Task to carry out:
Identify all lines of the data containing the string "Parkway" and copy them.

Input data:
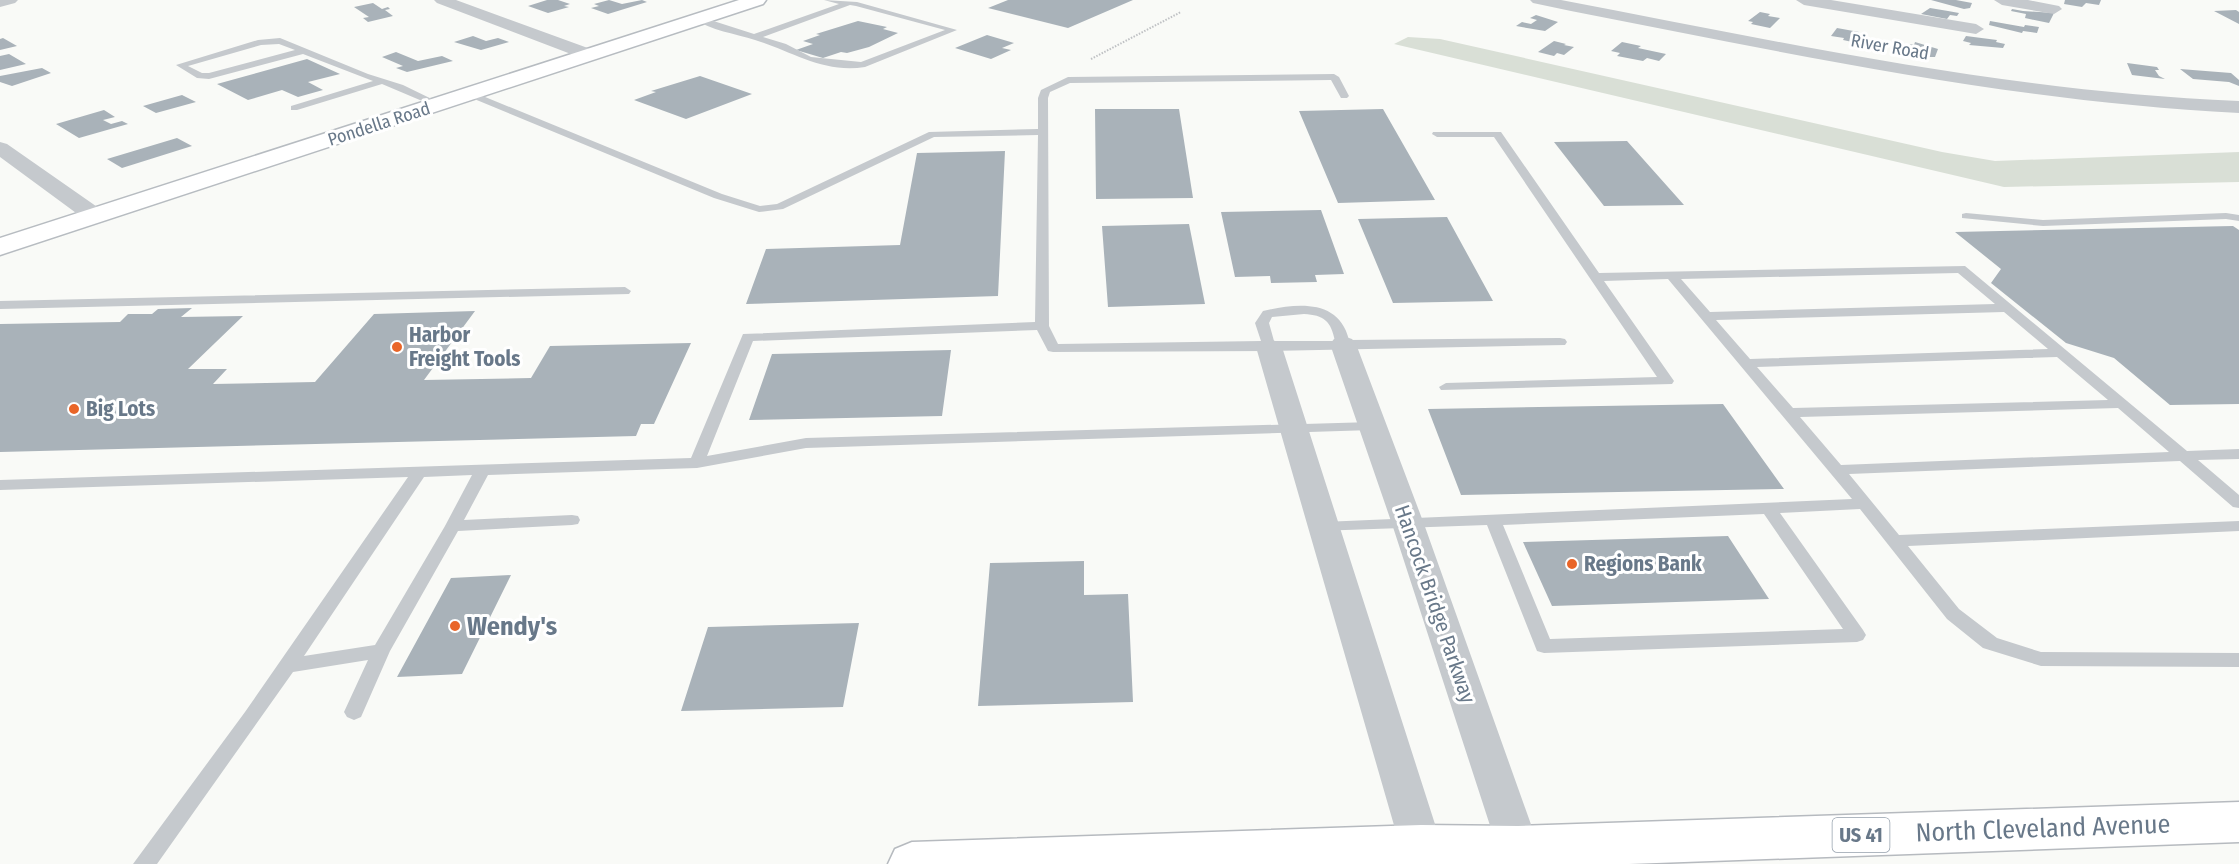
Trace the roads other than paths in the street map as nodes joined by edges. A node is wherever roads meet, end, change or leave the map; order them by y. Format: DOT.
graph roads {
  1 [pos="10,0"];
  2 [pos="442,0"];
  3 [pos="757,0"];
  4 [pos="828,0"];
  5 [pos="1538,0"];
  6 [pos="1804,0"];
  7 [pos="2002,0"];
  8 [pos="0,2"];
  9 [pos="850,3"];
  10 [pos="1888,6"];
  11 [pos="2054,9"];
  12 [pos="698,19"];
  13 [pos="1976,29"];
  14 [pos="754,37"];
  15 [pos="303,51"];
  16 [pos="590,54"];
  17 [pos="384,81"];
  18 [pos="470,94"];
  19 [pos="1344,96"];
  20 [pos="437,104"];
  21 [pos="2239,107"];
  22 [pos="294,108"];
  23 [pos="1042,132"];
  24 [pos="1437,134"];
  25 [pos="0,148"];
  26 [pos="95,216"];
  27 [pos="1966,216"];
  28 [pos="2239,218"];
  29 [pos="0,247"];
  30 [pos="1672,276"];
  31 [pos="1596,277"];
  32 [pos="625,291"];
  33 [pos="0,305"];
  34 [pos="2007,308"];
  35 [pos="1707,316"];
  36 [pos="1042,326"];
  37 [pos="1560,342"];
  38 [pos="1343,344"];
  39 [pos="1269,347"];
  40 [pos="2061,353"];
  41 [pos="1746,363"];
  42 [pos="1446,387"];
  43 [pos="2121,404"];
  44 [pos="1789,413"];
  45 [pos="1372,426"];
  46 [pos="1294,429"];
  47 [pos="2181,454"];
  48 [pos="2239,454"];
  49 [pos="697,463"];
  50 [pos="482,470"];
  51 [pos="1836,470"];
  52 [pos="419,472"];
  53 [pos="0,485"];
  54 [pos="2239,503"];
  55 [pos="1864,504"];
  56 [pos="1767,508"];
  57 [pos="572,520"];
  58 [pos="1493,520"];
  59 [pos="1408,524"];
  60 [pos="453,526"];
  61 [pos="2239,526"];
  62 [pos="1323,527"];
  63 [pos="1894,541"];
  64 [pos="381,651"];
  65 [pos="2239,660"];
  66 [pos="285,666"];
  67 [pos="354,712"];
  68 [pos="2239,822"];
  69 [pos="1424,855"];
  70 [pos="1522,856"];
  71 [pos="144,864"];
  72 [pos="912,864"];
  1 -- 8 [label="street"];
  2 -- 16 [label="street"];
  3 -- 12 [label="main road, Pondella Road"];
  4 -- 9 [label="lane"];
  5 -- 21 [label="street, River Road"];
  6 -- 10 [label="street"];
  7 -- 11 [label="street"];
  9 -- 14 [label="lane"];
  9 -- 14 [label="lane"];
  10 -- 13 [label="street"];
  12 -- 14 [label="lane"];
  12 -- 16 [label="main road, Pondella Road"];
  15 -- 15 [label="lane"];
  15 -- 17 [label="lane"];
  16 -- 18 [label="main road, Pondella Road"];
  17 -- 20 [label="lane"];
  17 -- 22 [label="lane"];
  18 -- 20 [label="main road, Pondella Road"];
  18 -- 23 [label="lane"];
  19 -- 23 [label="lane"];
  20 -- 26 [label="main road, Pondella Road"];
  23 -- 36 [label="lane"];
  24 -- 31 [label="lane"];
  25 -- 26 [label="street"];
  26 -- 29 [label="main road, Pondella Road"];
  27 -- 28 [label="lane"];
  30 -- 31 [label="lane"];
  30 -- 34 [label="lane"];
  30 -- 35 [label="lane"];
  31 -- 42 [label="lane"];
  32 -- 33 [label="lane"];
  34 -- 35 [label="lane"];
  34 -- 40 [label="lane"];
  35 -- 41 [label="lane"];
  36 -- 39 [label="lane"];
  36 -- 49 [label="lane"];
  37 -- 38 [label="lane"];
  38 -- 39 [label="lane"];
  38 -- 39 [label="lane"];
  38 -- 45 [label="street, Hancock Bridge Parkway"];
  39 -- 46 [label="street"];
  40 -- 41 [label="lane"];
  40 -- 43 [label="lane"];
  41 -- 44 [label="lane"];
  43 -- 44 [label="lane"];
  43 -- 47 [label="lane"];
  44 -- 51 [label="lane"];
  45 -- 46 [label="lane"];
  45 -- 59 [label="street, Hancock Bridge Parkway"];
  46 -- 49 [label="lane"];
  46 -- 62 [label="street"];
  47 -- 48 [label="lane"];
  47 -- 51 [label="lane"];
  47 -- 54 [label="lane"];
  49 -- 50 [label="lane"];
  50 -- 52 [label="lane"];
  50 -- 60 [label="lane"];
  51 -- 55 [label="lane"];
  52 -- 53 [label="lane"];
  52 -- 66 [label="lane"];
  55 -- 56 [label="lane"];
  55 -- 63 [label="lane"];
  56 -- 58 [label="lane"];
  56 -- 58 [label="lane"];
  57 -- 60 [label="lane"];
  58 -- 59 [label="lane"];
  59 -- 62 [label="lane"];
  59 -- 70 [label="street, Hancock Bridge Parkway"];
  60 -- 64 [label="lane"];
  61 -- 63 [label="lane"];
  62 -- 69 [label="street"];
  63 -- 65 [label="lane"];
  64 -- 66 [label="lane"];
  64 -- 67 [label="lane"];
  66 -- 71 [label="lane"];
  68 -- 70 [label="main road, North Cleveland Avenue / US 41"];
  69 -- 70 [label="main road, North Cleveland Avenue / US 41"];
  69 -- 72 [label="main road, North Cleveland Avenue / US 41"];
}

Written solution:
  38 -- 45 [label="street, Hancock Bridge Parkway"];
  45 -- 59 [label="street, Hancock Bridge Parkway"];
  59 -- 70 [label="street, Hancock Bridge Parkway"];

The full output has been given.